### Work to complete
Each entry below is to be transcribed exactly; pictures are not copied.

### Extracted information
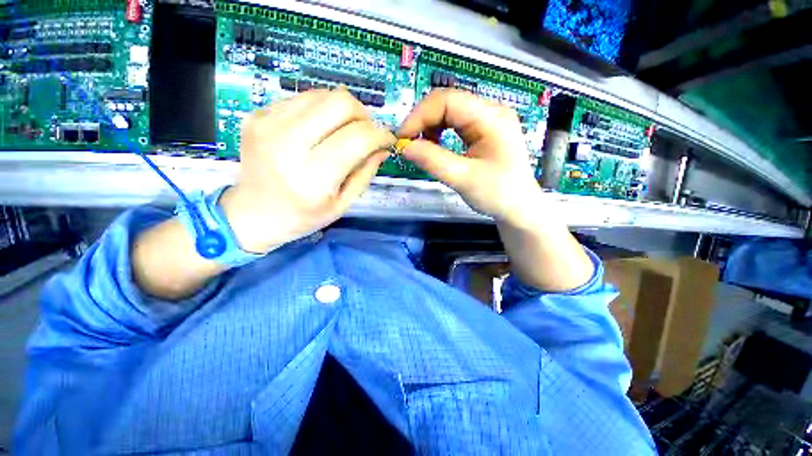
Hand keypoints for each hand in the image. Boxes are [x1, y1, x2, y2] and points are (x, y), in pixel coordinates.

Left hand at [220, 89, 394, 252]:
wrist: (251, 214)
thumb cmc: (302, 217)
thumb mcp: (342, 204)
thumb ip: (365, 173)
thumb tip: (382, 148)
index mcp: (314, 175)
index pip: (359, 137)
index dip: (381, 134)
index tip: (387, 140)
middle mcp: (289, 143)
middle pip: (341, 102)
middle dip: (363, 115)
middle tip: (365, 133)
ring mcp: (268, 123)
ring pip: (323, 94)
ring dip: (342, 111)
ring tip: (343, 131)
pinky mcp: (258, 115)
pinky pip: (302, 99)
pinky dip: (320, 111)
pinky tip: (319, 130)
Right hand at [400, 89, 592, 290]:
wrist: (519, 208)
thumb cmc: (498, 194)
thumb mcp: (463, 179)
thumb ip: (433, 161)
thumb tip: (404, 148)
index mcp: (491, 118)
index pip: (447, 100)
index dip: (420, 116)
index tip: (403, 138)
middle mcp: (491, 111)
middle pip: (447, 102)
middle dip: (423, 121)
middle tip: (408, 144)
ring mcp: (488, 120)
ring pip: (449, 111)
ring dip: (430, 126)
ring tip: (420, 147)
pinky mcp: (483, 131)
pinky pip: (455, 123)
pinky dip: (439, 133)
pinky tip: (434, 146)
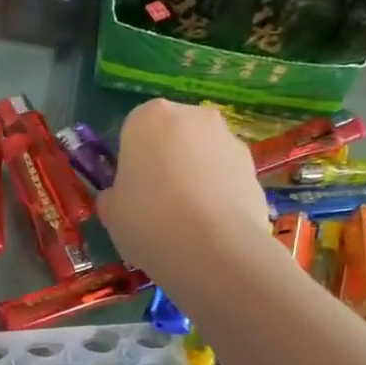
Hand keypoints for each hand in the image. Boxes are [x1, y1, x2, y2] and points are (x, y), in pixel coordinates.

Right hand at [96, 100, 271, 288]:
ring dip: (195, 177)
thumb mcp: (111, 213)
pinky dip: (219, 195)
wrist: (213, 248)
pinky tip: (212, 228)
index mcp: (148, 117)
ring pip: (203, 155)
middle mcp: (192, 116)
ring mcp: (229, 138)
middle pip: (172, 136)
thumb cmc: (148, 220)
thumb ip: (113, 196)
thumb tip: (119, 197)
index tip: (130, 191)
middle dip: (166, 162)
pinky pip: (226, 177)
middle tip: (158, 204)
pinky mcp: (254, 167)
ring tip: (188, 222)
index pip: (132, 130)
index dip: (130, 162)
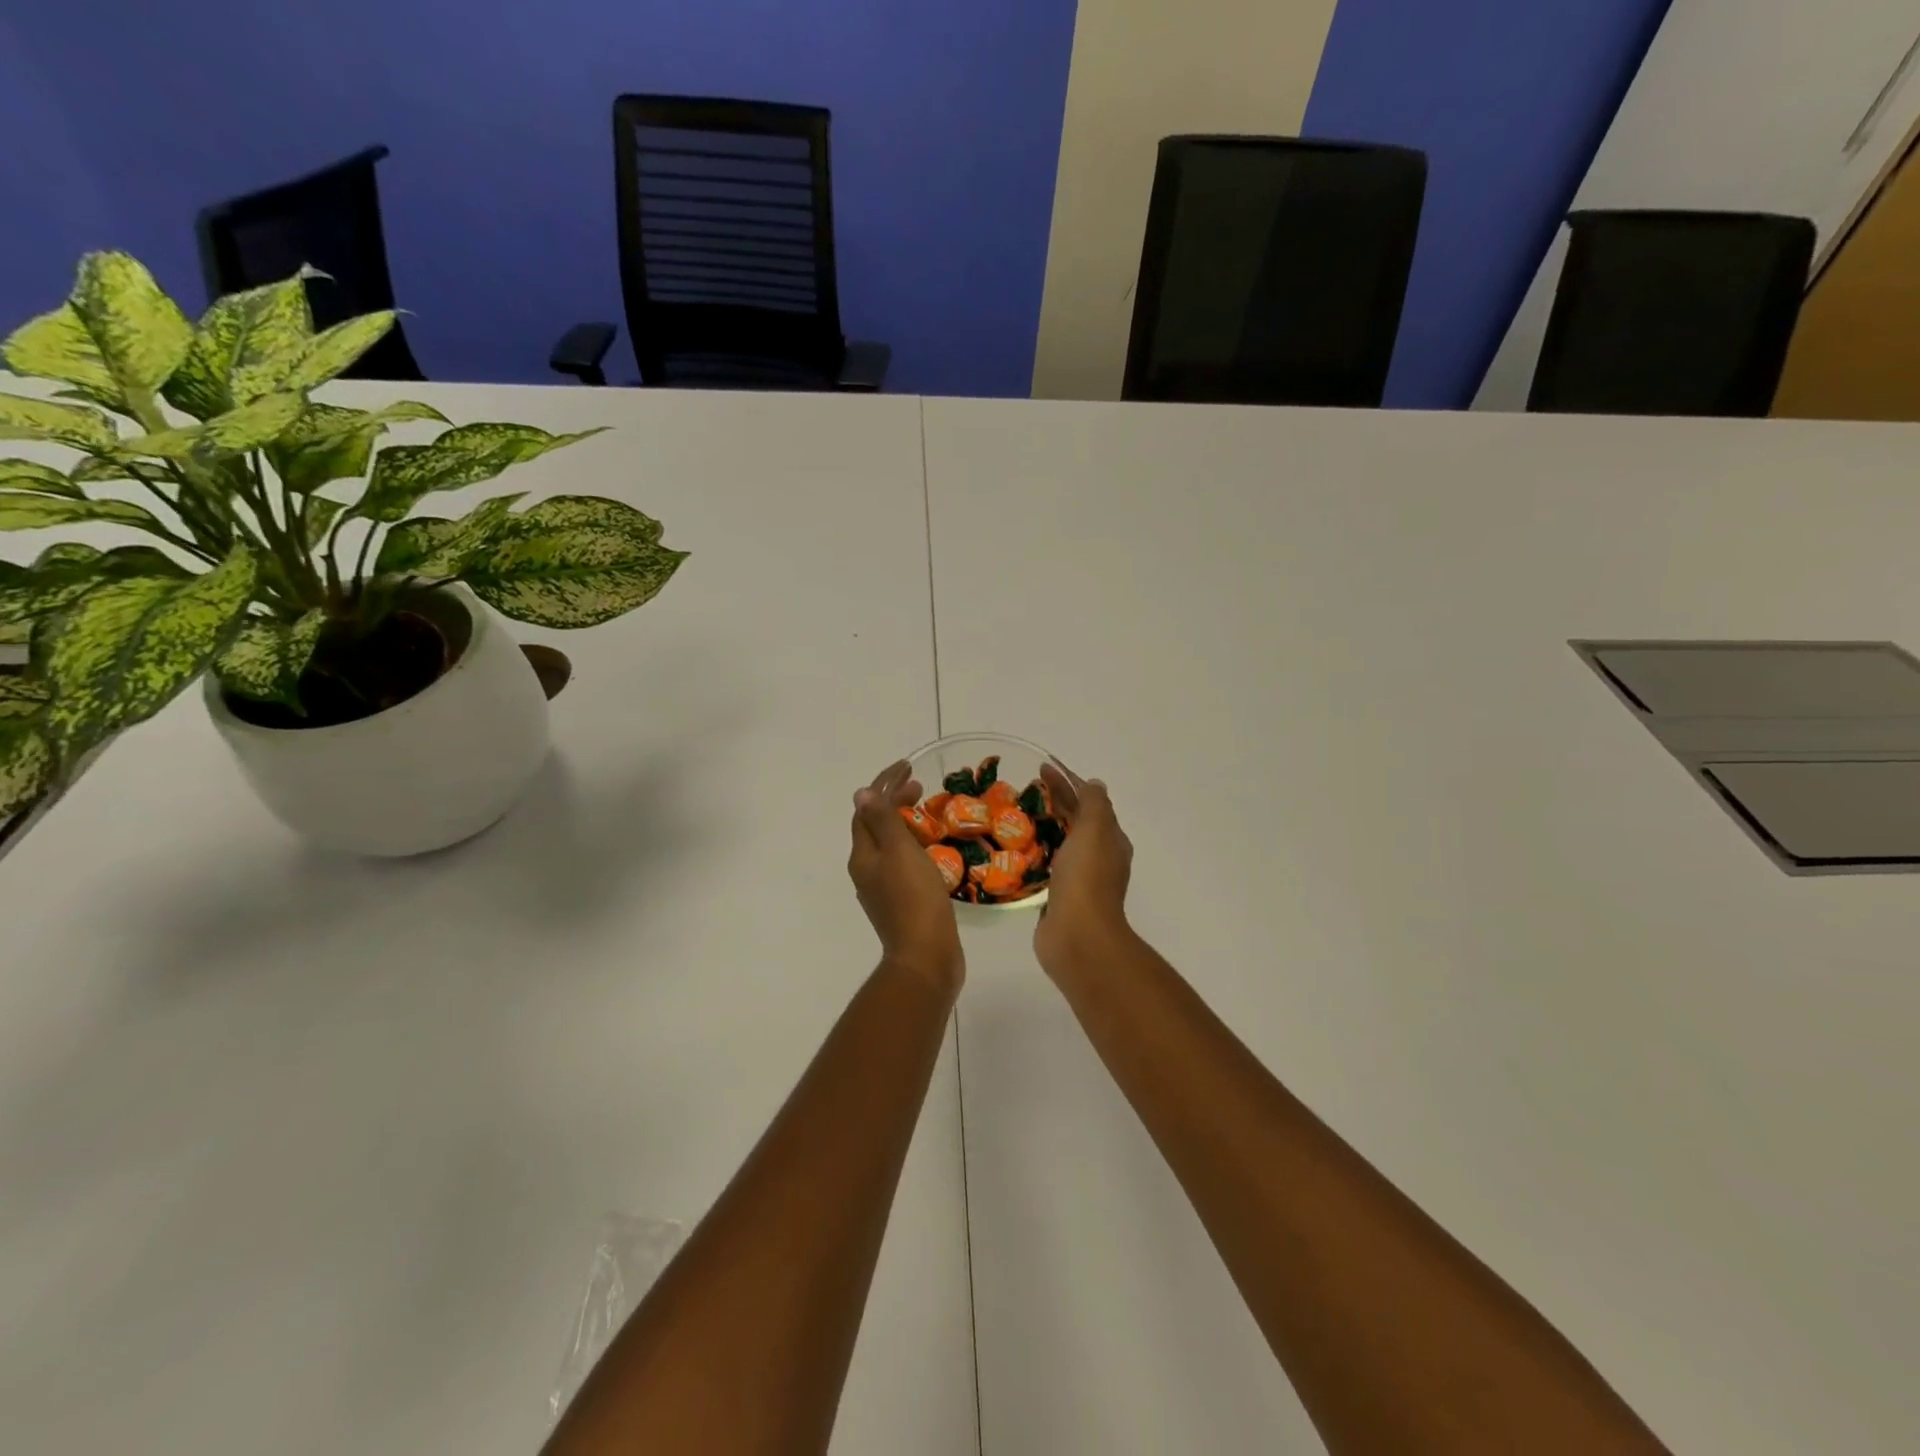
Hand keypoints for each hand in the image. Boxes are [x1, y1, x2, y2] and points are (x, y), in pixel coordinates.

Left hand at [848, 760, 963, 993]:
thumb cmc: (914, 899)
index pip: (866, 811)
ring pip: (888, 845)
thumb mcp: (899, 852)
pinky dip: (912, 846)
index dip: (884, 786)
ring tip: (925, 812)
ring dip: (903, 822)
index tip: (907, 768)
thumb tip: (861, 793)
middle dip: (893, 801)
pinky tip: (930, 849)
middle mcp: (866, 871)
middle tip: (920, 786)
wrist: (926, 957)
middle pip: (875, 826)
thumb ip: (883, 821)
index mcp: (863, 856)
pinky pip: (901, 863)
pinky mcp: (901, 904)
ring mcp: (882, 890)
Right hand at [1033, 761, 1134, 981]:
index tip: (1042, 768)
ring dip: (1046, 826)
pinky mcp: (1060, 896)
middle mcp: (1099, 858)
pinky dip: (1037, 852)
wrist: (1078, 936)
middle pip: (1076, 820)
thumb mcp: (1094, 830)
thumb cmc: (1086, 878)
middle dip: (1056, 801)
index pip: (1089, 802)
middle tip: (1026, 788)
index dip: (1068, 782)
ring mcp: (1080, 879)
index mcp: (1110, 840)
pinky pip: (1048, 866)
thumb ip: (1094, 805)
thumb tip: (1094, 784)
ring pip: (1062, 843)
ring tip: (1017, 815)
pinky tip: (1018, 850)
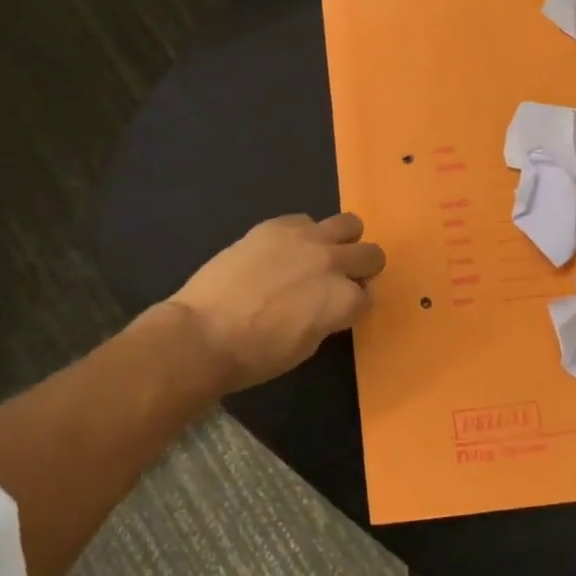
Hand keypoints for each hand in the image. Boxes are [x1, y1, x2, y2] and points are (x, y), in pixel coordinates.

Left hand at [166, 213, 385, 392]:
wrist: (204, 333)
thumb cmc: (256, 356)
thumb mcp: (306, 345)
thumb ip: (327, 317)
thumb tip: (326, 306)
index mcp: (343, 300)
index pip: (367, 297)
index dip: (353, 305)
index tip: (338, 311)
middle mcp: (333, 263)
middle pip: (371, 254)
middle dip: (360, 269)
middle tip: (338, 280)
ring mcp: (305, 238)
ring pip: (348, 224)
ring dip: (342, 241)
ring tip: (318, 255)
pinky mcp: (276, 225)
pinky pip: (304, 220)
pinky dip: (302, 234)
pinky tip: (282, 251)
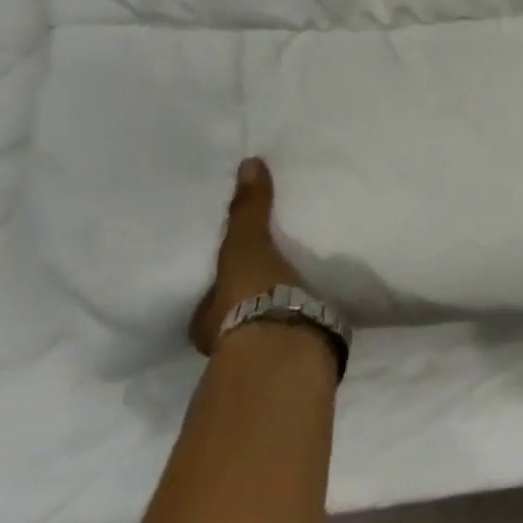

### Response to this task
Hand keypoints for each hand in the image. Boxes are [x1, y1, x2, y2] and points are (x, y), in pixel coordinates.

Left hand at [220, 89, 394, 252]:
wrist: (251, 214)
thumb cmc: (302, 217)
thumb mcp: (342, 204)
thumb ip: (365, 173)
thumb tip: (382, 148)
index mcp: (314, 175)
index pip: (359, 137)
index dip: (381, 134)
index tip: (387, 140)
middle mcp: (289, 143)
middle pip: (341, 102)
middle dip: (363, 115)
middle tip: (365, 133)
ring mcp: (268, 123)
ring pip: (323, 94)
ring dip: (342, 111)
ring tip: (343, 131)
pinky mcp: (258, 115)
pinky pip: (302, 99)
pinky dip: (320, 111)
pinky tip: (319, 130)
Right hand at [400, 89, 592, 290]:
wrist: (519, 208)
thumb cmc: (498, 194)
thumb mcp: (463, 179)
thumb ip: (433, 161)
thumb tip: (404, 148)
index mcp: (491, 118)
index pip: (447, 100)
index dip: (420, 116)
index tip: (403, 138)
middle mcp: (491, 111)
middle pip: (447, 102)
middle dip: (423, 121)
middle tip: (408, 144)
ring mcp: (488, 120)
ring pip: (449, 111)
ring dip: (430, 126)
ring tip: (420, 147)
pinky mcp: (483, 131)
pinky pip: (455, 123)
pinky dip: (439, 133)
pinky tip: (434, 146)
Hand keypoints for each hand in the image. Boxes are [x1, y1, x2, y2] and points are (x, y), in pixel coordinates.

Right hand at [96, 100, 271, 288]:
ring dip: (195, 177)
thumb mcp: (111, 213)
pinky dip: (219, 195)
wrist: (213, 248)
pinky tip: (212, 228)
index mcp: (148, 117)
ring pip: (203, 155)
middle mcp: (192, 116)
ring mcp: (229, 138)
middle pip: (172, 136)
thumb cmc: (148, 220)
thumb ip: (113, 196)
thumb tip: (119, 197)
index tip: (130, 191)
middle dip: (166, 162)
pinky pip: (226, 177)
middle tip: (158, 204)
pinky mcp: (254, 167)
ring tip: (188, 222)
index pip: (132, 130)
index dip: (130, 162)
Hand keypoints for each hand in the image. Boxes are [x1, y1, x2, y2] and points are (x, y), in pixel coordinates.

Left hand at [848, 760, 963, 993]:
thumb cmc: (914, 899)
index pip: (866, 811)
ring pip: (888, 845)
thumb mcp: (899, 852)
pinky dip: (912, 846)
index dip: (884, 786)
ring tip: (925, 812)
ring dip: (903, 822)
index tip: (907, 768)
thumb tip: (861, 793)
middle dip: (893, 801)
pinky tip: (930, 849)
middle mcp: (866, 871)
middle tip: (920, 786)
wrist: (926, 957)
middle pip: (875, 826)
thumb ip: (883, 821)
index mcp: (863, 856)
pinky pip: (901, 863)
pinky mcp: (901, 904)
ring mcp: (882, 890)
Right hand at [1033, 761, 1134, 981]:
index tip: (1042, 768)
ring dip: (1046, 826)
pinky mcp: (1060, 896)
middle mcp: (1099, 858)
pinky dip: (1037, 852)
wrist: (1078, 936)
middle pip: (1076, 820)
thumb mcp: (1094, 830)
thumb cmc: (1086, 878)
middle dip: (1056, 801)
index pip: (1089, 802)
middle tip: (1026, 788)
index dip: (1068, 782)
ring mcp: (1080, 879)
index mcp: (1110, 840)
pinky pip: (1048, 866)
thumb ip: (1094, 805)
thumb tip: (1094, 784)
ring pip: (1062, 843)
ring tip: (1017, 815)
pinky tip: (1018, 850)
Hand keypoints for each hand in the image. Boxes are [x1, y1, x2, y2] and points are (x, y), in pixel coordinates.

Left hand at [166, 213, 385, 392]:
wrist: (204, 333)
thumb cmc: (256, 356)
thumb mcp: (306, 345)
thumb ip: (327, 317)
thumb tip: (326, 306)
index mcp: (343, 300)
index pip: (367, 297)
index dip: (353, 305)
index tip: (338, 311)
middle mcp: (333, 263)
middle pip: (371, 254)
middle dip: (360, 269)
middle tip: (338, 280)
ring mcp: (305, 238)
ring pip: (348, 224)
ring dip: (342, 241)
ring tip: (318, 255)
pinky mcp: (276, 225)
pinky pip: (304, 220)
pinky dip: (302, 234)
pinky tip: (282, 251)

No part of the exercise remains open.